The Internet has become one of the best places to see trailers, letting movie buffs watch them whenever they want instead of being at the mercy of theater managers and television-commercial programmers. Most studios include trailers on their official Web sites, and a rudimentary search revealed about a half-dozen sites devoted at least in part to trailers. The trade-off for the convenience is that Web-surfers have to be willing to put up with poor sound and resolution, and often the trailer image is only slightly larger than a postage stamp.

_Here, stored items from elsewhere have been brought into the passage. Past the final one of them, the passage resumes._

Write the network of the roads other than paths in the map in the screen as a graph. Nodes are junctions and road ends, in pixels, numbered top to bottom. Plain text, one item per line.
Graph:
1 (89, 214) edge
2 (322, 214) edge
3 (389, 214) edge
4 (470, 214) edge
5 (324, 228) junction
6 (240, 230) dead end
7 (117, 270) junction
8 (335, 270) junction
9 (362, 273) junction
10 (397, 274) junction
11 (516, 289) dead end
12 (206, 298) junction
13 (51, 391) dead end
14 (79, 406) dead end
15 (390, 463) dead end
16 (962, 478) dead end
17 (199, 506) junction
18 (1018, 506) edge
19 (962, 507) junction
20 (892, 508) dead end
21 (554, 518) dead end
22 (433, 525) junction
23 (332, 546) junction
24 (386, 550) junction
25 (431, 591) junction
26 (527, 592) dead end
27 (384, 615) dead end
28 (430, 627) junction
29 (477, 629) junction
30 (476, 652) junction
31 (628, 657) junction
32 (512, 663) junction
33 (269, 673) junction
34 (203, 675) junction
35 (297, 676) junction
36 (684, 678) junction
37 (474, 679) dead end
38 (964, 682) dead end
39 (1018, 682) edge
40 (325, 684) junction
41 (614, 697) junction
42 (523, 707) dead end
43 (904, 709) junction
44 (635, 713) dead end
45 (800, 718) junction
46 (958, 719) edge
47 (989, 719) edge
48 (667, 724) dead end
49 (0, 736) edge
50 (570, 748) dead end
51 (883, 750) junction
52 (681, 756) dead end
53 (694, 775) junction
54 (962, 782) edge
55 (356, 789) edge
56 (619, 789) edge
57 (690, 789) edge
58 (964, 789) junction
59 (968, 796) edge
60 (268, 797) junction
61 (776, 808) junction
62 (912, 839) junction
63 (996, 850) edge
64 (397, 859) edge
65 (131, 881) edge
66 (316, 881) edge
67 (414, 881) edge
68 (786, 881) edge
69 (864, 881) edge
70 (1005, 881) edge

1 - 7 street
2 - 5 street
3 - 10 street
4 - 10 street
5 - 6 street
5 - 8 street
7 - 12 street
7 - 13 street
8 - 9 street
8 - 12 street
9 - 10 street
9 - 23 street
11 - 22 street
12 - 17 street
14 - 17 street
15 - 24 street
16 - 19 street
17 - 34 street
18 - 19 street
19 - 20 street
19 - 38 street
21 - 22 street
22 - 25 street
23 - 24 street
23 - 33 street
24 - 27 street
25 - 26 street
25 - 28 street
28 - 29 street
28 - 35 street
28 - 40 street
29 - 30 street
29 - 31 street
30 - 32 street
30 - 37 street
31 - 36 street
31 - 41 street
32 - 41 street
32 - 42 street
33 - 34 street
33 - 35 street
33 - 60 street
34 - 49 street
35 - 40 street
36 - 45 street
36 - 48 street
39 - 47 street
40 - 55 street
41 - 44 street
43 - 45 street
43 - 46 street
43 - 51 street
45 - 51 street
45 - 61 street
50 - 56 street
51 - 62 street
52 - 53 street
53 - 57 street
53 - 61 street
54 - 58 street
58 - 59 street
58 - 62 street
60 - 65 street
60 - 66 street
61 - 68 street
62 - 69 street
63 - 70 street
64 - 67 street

The increased accessibility of trailers has made more movie buffs sensitive to "spoilers," or scenes that reveal too much of what's in a movie. The trailer for "Arlington Road," for example, revealed the movie's villain, even though he's portrayed ambiguously for at least half the film.
"Good movies are good stories well told, and that's their job," says Barrett Travis of UA Theatres distributor-relations branch. "A good trailer, in my mind, is one that doesn't give away the whole story."
Because theaters try to program trailers for target audiences, some trailers run more infrequently than others. An "event" film such as "The Phantom Menace," whose trailer had so much buzz that fans allegedly paid just to see it and then left before the feature attraction, or "Wild Wild West," is likely to be ubiquitous because of its crossover appeal. But it might be more difficult to see a trailer for an African-American-oriented feature like Miramax's upcoming "In Too Deep."
"That's up to the exhibitor," says Marcus Hu, co-president of Strand Releasing. "We can suggest what we want to run with a movie, but ultimately it's up to the exhibitor."